[Haskell-cafe] Why does Haskell PVP have two values for the major version? "A.B..." and a couple other questions
Erik Hesselink
hesselink at gmail.com
Tue Dec 16 11:00:19 UTC 2014
On Tue, Dec 16, 2014 at 11:49 AM, Roman Cheplyaka <roma at ro-che.info> wrote:
> On 16/12/14 12:36, Johan Tibell wrote:
>> On Tue, Dec 16, 2014 at 2:42 AM, Zach Moazeni <zach.moazeni at gmail.com
>> <mailto:zach.moazeni at gmail.com>> wrote:
>> Another question, by far most packages I have encountered either
>> lead with a 0 or a 1 for "A". Does that have some bearing on the
>> long term stability that package users should expect in the future?
>>
>>
>> This is something that happens a lot in open source, in Haskell or
>> elsewhere. We We programmers are afraid of calling something 1.0,
>> because that somehow means "done", which we never (think we) are. :)
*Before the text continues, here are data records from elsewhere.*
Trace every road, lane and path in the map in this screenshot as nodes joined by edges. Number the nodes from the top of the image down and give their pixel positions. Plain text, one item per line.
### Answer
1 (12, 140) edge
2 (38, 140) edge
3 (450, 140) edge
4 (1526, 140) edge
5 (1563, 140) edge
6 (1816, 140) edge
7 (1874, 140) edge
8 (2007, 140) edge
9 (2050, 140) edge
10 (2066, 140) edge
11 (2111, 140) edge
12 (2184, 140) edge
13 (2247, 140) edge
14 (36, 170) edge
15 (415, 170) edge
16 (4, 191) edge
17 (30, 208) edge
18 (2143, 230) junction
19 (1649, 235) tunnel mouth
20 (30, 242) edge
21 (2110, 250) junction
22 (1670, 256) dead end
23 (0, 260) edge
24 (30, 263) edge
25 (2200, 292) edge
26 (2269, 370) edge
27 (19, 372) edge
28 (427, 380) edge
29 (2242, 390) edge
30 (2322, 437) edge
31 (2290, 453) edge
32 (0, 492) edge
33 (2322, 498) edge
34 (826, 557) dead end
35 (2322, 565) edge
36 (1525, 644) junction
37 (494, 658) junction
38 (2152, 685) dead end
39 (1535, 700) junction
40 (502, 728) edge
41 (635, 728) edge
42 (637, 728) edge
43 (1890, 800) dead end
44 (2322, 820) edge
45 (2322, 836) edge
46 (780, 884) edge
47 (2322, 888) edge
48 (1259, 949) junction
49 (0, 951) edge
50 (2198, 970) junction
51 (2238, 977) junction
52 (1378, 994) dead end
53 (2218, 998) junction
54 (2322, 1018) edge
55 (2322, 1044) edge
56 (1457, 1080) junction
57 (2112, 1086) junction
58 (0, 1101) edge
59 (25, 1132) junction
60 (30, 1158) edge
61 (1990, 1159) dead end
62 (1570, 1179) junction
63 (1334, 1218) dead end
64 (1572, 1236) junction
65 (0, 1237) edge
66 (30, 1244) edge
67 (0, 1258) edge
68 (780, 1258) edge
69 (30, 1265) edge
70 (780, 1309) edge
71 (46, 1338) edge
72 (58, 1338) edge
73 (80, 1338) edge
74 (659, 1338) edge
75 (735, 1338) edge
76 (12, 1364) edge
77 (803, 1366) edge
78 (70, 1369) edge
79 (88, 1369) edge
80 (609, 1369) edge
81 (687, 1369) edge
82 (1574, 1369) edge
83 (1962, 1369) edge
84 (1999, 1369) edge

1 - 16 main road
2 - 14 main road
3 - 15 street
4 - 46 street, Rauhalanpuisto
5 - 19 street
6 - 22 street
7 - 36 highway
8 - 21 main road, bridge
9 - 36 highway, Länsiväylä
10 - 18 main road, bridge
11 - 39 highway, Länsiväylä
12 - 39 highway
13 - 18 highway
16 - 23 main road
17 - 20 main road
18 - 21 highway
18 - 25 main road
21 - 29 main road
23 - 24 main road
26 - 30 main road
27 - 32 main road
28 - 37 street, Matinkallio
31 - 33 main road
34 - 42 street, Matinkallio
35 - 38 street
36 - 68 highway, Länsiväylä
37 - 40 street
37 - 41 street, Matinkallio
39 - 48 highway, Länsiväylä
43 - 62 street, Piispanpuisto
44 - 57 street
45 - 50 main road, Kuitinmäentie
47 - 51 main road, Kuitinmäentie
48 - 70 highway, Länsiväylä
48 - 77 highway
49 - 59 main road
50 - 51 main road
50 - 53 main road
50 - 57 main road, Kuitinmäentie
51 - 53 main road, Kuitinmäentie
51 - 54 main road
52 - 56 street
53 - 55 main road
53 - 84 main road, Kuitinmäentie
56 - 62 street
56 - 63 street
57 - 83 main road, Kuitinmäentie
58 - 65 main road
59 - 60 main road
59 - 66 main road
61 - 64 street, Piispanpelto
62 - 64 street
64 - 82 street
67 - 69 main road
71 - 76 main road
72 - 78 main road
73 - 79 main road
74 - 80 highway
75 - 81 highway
>> Lots of really stable Haskell libraries (e.g. containers) are still on
>> version 0.X.
>
> Upper bounds contribute to this problem, too.
>
> Suppose you've decided that 'containers' is stable enough to be at 1.0.
>
> Now all packages need to be updated, because they most probably depend
> on 'containers < 1' or tighter.
>
> We saw something similar with text, people got angry.
>
> If a library becomes popular before it reaches 1.0, it probably never will.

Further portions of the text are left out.